Comparison of the circulating miRNA signature among DLBCL patients and healthy subjects. (A) t-Distributed Stochastic Neighbor Embedding (t-SNE) plot showing the distribution of the overall response of the circulating miRNA signature (containing all 9 miRNAs) from the serum between the healthy subjects (red), DLBCL patients pre-treatment (blue), DLBCL patients progression after treatment (purple), and DLBCL patients which are currently on treatment (olive). (B) Receiver Operating Curves (ROCs) for the Progression/On-treatment (n = 23) Compared to Healthy (n = 17) Samples.

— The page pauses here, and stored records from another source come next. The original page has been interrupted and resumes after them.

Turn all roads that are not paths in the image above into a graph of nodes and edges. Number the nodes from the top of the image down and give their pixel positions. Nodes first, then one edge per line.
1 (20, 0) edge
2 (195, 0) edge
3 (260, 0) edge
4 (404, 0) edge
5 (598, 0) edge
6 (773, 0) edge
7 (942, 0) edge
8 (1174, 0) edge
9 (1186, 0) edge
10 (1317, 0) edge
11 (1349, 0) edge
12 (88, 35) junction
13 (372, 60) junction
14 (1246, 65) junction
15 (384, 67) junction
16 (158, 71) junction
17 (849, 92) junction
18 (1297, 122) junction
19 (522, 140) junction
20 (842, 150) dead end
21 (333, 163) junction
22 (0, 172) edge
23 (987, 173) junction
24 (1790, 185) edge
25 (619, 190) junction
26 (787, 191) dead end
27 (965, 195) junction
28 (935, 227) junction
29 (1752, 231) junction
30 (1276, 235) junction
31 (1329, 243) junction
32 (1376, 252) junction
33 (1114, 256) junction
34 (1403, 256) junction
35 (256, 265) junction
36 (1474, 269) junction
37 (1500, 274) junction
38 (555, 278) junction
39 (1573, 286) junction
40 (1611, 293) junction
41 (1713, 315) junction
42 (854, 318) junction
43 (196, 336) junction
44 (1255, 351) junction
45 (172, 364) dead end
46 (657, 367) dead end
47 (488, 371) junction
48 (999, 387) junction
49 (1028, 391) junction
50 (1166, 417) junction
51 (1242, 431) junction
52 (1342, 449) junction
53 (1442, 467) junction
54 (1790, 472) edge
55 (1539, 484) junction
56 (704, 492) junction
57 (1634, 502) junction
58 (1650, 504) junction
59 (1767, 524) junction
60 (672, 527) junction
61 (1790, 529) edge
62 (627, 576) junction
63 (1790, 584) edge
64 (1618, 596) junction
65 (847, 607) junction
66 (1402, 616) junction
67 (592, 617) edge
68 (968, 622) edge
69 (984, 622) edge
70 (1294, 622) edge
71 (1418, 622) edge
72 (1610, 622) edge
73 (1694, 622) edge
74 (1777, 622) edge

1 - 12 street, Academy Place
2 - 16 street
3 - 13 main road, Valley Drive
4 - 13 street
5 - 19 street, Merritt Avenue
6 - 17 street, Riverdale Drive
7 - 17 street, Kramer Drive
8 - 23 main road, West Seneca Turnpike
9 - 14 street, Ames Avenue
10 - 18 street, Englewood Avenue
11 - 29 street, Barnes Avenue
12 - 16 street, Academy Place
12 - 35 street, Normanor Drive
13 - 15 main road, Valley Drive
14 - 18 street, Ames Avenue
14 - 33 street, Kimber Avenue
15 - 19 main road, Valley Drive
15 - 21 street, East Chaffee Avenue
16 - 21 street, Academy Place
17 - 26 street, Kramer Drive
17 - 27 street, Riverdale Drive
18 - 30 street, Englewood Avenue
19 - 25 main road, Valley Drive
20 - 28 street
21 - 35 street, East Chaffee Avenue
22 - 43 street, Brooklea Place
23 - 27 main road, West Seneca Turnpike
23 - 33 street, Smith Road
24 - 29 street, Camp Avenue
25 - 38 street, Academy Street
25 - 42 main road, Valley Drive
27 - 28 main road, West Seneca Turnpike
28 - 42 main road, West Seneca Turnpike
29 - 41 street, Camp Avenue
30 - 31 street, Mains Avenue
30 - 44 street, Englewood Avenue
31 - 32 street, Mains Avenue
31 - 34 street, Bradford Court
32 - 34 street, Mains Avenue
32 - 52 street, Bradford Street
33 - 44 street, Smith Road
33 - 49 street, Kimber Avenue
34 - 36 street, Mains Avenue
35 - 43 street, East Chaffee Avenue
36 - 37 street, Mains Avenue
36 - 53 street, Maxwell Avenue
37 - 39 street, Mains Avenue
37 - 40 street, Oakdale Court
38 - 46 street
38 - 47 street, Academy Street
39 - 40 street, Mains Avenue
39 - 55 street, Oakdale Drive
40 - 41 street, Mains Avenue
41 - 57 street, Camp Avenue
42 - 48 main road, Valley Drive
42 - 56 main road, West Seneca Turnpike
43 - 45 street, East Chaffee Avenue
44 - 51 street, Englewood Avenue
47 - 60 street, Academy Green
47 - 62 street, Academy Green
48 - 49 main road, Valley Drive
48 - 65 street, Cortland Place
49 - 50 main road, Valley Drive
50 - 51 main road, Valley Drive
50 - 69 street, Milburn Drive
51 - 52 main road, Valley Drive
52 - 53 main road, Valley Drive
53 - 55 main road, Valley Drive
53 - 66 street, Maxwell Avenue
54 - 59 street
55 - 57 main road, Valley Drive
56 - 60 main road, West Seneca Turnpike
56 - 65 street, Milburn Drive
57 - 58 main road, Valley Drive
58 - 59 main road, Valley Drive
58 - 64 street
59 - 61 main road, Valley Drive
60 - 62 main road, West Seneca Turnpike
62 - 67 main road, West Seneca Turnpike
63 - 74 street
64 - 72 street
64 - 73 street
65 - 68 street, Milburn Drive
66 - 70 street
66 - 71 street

The area under the curve is shown in parentheses. (C) t-SNE plot determined by using the 5 most significant miRNAs (Supplemental Table S4 and (B)) for the same patient samples as in the previous plot. (D) Heatmap representing hierarchical clustering of the circulating miRNA signature. The specific subject information for age, MYC status, state of tumor, and miRNA cancer impact is shown. For all plots the miRNA amounts were log₂(x + 1) transformed.

Figure 4

Analysis of circulating miRNAs between healthy subjects and DLBCL patients based on disease status. The log₂ fold-change values directly comparing (A) the average circulating miRNA amounts from the serum between the pre-treatment DLBCL patients versus the healthy controls, (B) the progression after treatment DLBCL patients versus the healthy controls and (C) the progression after treatment DLBCL patients versus the on-treatment DLBCL patients. The darker shade of the color for (B,C) and (D) represent the 5 most significant miRNAs. Boxplots of the actual amounts of miRNAs (copies/ng) which are present in (D) the serum for pre-treatment DLBCL patients, (E) progression after treatment in DLBCL patients, and (F) on-treatment in DLBCL patients. The whiskers show the range of the outliers, with maximum and minimum values as “o” and the 1st and 99^th percentile outliers as “X”, the mean values are shown as “□”, and the median line is shown as “—”. The data points for each sample is shown on the top of the boxplots and are color coded for <40 years old as red, 40–59 years old as olive, and ≥60 years old as blue.

Figure 5

Presence of the miRNA signature for DLBCL patients in remission. (A) t-SNE plot showing the distribution of the overall response of the circulating miRNA signature (containing all 9 miRNAs) from the serum between the DLBCL in remission for <24 months (red), DLBCL patients in remission for ≥24 months (olive), DLBCL patients with the length of remission unknown (grey), DLBCL patients which at the time blood collection were categorized as remission, by follow up data indicates that patients relapsed with DLBCL (purple), and healthy subjects (blue). In addition, the DLBCL remission patients were classified as 1^st remission (●) or 2^nd remission (▲). (B) Receiver Operating Curves (ROCs) for the Remission (n = 52) vs. Healthy (n = 17) Samples. The area under the curve is shown in parentheses. (C) t-SNA plot determined by using the 5 most significant miRNAs (Supplemental Tables S4 and S5) for the same patient samples as in the previous plot. (D) Heatmap representing hierarchical clustering of the circulating miRNA signature. The specific subject information for age, MYC status, state of tumor, length of remission, either 1^st or 2^nd remission, relapse after categorized as remission during blood draw, and miRNA cancer impact is shown. For all plots the miRNA amounts were log₂(x + 1) transformed.

Figure 6

Predicted genes and biological functions to be the most impacted by the 5 miRNAs included in the signature. (A) The five miRNAs selected for the signature (Supplemental Tables S4 and S5) were used to predict which genes will be the most regulated by these miRNAs determined using CluePedia Cytoscape plugin. The miRNA-mRNA interactions were determined from three different databases. MYC is the most regulated by these miRNAs with JUN be the second most regulated. (B,C) The impact of the five miRNAs on the KEGG and Gene Ontology (GO) biological pathways predicted with DIANA microT-CDS tool. Heatmap representation of the pathways and the significance (determined from log(p-values)) with each miRNA with red indicating the highest level of significance and yellow the lowest level of significance.